## Your goal
All the entries that follow must be written out again exactly.

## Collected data
________________________________________

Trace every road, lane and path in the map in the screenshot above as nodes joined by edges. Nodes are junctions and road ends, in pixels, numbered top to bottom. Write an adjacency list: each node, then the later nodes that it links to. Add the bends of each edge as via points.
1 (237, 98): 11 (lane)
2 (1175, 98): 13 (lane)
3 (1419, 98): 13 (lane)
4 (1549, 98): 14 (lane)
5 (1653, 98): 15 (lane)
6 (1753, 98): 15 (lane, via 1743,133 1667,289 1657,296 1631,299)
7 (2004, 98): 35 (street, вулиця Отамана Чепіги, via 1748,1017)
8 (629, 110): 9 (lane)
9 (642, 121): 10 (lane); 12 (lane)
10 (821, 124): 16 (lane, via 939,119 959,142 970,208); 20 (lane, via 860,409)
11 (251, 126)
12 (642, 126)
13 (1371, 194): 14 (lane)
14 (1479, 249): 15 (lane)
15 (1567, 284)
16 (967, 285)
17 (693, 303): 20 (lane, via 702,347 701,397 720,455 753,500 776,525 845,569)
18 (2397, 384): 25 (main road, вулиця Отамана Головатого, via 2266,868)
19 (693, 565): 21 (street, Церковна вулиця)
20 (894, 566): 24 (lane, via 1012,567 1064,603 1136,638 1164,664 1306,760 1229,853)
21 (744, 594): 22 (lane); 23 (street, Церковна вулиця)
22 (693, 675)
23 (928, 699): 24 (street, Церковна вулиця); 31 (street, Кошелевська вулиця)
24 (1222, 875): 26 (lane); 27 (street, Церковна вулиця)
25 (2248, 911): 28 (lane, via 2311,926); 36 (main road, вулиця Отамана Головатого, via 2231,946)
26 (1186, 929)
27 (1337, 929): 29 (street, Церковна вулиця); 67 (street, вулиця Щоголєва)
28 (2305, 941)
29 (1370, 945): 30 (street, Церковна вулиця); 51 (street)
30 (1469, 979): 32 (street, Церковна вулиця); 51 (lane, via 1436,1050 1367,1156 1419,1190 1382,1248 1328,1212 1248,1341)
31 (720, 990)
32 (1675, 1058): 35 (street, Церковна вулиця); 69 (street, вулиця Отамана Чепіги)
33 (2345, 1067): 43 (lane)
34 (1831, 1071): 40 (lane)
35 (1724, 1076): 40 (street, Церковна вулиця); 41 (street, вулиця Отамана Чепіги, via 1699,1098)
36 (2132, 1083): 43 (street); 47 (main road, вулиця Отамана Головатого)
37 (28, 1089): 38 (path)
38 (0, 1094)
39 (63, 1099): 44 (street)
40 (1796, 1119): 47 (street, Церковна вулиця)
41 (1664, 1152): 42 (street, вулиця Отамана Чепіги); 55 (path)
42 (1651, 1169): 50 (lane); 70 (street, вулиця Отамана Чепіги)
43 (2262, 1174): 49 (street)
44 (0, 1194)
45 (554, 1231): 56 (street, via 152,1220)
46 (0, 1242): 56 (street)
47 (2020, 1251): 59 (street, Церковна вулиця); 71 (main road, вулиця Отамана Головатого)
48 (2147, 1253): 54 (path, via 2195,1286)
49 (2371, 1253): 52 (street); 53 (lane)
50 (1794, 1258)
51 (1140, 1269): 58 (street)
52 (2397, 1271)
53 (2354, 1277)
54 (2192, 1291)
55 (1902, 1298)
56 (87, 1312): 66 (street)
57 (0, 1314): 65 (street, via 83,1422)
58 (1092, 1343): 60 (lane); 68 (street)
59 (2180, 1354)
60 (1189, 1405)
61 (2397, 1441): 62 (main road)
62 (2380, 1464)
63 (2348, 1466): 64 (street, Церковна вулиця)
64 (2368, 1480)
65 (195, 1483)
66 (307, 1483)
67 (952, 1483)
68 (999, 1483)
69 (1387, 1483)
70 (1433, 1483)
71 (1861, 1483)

________________________________________

## Task result
Trace every road, lane and path in the map in the screenshot above as nodes joined by edges. Nodes are junctions and road ends, in pixels, numbered top to bottom. Write an adjacency list: each node, then the later nodes that it links to. Add the bends of each edge as via points.
1 (237, 98): 11 (lane)
2 (1175, 98): 13 (lane)
3 (1419, 98): 13 (lane)
4 (1549, 98): 14 (lane)
5 (1653, 98): 15 (lane)
6 (1753, 98): 15 (lane, via 1743,133 1667,289 1657,296 1631,299)
7 (2004, 98): 35 (street, вулиця Отамана Чепіги, via 1748,1017)
8 (629, 110): 9 (lane)
9 (642, 121): 10 (lane); 12 (lane)
10 (821, 124): 16 (lane, via 939,119 959,142 970,208); 20 (lane, via 860,409)
11 (251, 126)
12 (642, 126)
13 (1371, 194): 14 (lane)
14 (1479, 249): 15 (lane)
15 (1567, 284)
16 (967, 285)
17 (693, 303): 20 (lane, via 702,347 701,397 720,455 753,500 776,525 845,569)
18 (2397, 384): 25 (main road, вулиця Отамана Головатого, via 2266,868)
19 (693, 565): 21 (street, Церковна вулиця)
20 (894, 566): 24 (lane, via 1012,567 1064,603 1136,638 1164,664 1306,760 1229,853)
21 (744, 594): 22 (lane); 23 (street, Церковна вулиця)
22 (693, 675)
23 (928, 699): 24 (street, Церковна вулиця); 31 (street, Кошелевська вулиця)
24 (1222, 875): 26 (lane); 27 (street, Церковна вулиця)
25 (2248, 911): 28 (lane, via 2311,926); 36 (main road, вулиця Отамана Головатого, via 2231,946)
26 (1186, 929)
27 (1337, 929): 29 (street, Церковна вулиця); 67 (street, вулиця Щоголєва)
28 (2305, 941)
29 (1370, 945): 30 (street, Церковна вулиця); 51 (street)
30 (1469, 979): 32 (street, Церковна вулиця); 51 (lane, via 1436,1050 1367,1156 1419,1190 1382,1248 1328,1212 1248,1341)
31 (720, 990)
32 (1675, 1058): 35 (street, Церковна вулиця); 69 (street, вулиця Отамана Чепіги)
33 (2345, 1067): 43 (lane)
34 (1831, 1071): 40 (lane)
35 (1724, 1076): 40 (street, Церковна вулиця); 41 (street, вулиця Отамана Чепіги, via 1699,1098)
36 (2132, 1083): 43 (street); 47 (main road, вулиця Отамана Головатого)
37 (28, 1089): 38 (path)
38 (0, 1094)
39 (63, 1099): 44 (street)
40 (1796, 1119): 47 (street, Церковна вулиця)
41 (1664, 1152): 42 (street, вулиця Отамана Чепіги); 55 (path)
42 (1651, 1169): 50 (lane); 70 (street, вулиця Отамана Чепіги)
43 (2262, 1174): 49 (street)
44 (0, 1194)
45 (554, 1231): 56 (street, via 152,1220)
46 (0, 1242): 56 (street)
47 (2020, 1251): 59 (street, Церковна вулиця); 71 (main road, вулиця Отамана Головатого)
48 (2147, 1253): 54 (path, via 2195,1286)
49 (2371, 1253): 52 (street); 53 (lane)
50 (1794, 1258)
51 (1140, 1269): 58 (street)
52 (2397, 1271)
53 (2354, 1277)
54 (2192, 1291)
55 (1902, 1298)
56 (87, 1312): 66 (street)
57 (0, 1314): 65 (street, via 83,1422)
58 (1092, 1343): 60 (lane); 68 (street)
59 (2180, 1354)
60 (1189, 1405)
61 (2397, 1441): 62 (main road)
62 (2380, 1464)
63 (2348, 1466): 64 (street, Церковна вулиця)
64 (2368, 1480)
65 (195, 1483)
66 (307, 1483)
67 (952, 1483)
68 (999, 1483)
69 (1387, 1483)
70 (1433, 1483)
71 (1861, 1483)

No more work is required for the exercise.